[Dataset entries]
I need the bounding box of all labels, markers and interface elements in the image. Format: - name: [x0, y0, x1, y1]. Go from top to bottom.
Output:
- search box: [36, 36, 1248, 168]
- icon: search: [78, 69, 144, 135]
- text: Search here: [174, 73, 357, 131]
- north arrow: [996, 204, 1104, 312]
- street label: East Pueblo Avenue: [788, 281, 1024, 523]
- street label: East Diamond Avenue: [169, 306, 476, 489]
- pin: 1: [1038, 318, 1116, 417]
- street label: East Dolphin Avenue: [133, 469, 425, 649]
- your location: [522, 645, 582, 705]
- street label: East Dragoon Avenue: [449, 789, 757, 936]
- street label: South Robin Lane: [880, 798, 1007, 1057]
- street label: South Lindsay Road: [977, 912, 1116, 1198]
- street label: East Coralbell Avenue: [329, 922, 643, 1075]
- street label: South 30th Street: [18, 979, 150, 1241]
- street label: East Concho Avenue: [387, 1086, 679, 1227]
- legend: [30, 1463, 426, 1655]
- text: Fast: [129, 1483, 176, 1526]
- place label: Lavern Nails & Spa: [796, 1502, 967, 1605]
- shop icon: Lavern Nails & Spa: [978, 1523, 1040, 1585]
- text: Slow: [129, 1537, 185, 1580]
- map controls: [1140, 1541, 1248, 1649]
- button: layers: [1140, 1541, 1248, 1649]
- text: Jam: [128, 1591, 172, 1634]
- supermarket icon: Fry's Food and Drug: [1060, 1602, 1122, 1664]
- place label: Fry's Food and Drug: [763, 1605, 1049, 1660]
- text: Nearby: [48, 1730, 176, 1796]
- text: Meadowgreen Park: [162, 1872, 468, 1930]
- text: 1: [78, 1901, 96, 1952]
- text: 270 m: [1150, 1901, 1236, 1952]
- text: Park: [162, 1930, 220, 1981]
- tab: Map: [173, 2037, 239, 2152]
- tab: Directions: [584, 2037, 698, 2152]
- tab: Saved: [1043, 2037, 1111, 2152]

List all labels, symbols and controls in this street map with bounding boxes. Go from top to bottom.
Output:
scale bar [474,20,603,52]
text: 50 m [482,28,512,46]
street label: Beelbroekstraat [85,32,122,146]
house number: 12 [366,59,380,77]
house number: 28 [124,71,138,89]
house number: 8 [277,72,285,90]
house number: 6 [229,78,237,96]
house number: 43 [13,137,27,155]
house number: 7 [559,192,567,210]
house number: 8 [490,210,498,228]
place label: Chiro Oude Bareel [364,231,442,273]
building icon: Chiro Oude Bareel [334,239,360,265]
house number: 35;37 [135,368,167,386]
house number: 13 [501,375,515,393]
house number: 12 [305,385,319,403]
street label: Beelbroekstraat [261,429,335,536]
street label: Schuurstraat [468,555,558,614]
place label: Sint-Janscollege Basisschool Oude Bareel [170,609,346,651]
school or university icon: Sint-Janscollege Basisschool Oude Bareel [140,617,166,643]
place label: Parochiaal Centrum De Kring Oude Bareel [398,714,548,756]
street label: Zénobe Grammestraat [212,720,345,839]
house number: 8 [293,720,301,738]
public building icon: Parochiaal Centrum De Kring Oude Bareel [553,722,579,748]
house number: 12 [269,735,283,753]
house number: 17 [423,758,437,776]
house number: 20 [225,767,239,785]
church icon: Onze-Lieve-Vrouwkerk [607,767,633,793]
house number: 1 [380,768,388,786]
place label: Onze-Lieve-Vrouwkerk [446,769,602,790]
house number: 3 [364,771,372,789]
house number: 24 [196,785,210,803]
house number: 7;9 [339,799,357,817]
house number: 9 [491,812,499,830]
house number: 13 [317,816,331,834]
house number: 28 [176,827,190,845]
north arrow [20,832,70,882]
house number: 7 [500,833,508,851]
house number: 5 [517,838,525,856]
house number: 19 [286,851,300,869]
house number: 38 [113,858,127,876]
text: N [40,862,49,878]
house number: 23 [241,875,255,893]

[Exercise]:
Return a copy of each line in the entries that carries the string "Bareel".

[Solution to the exercise]:
place label: Chiro Oude Bareel [364,231,442,273]
building icon: Chiro Oude Bareel [334,239,360,265]
place label: Sint-Janscollege Basisschool Oude Bareel [170,609,346,651]
school or university icon: Sint-Janscollege Basisschool Oude Bareel [140,617,166,643]
place label: Parochiaal Centrum De Kring Oude Bareel [398,714,548,756]
public building icon: Parochiaal Centrum De Kring Oude Bareel [553,722,579,748]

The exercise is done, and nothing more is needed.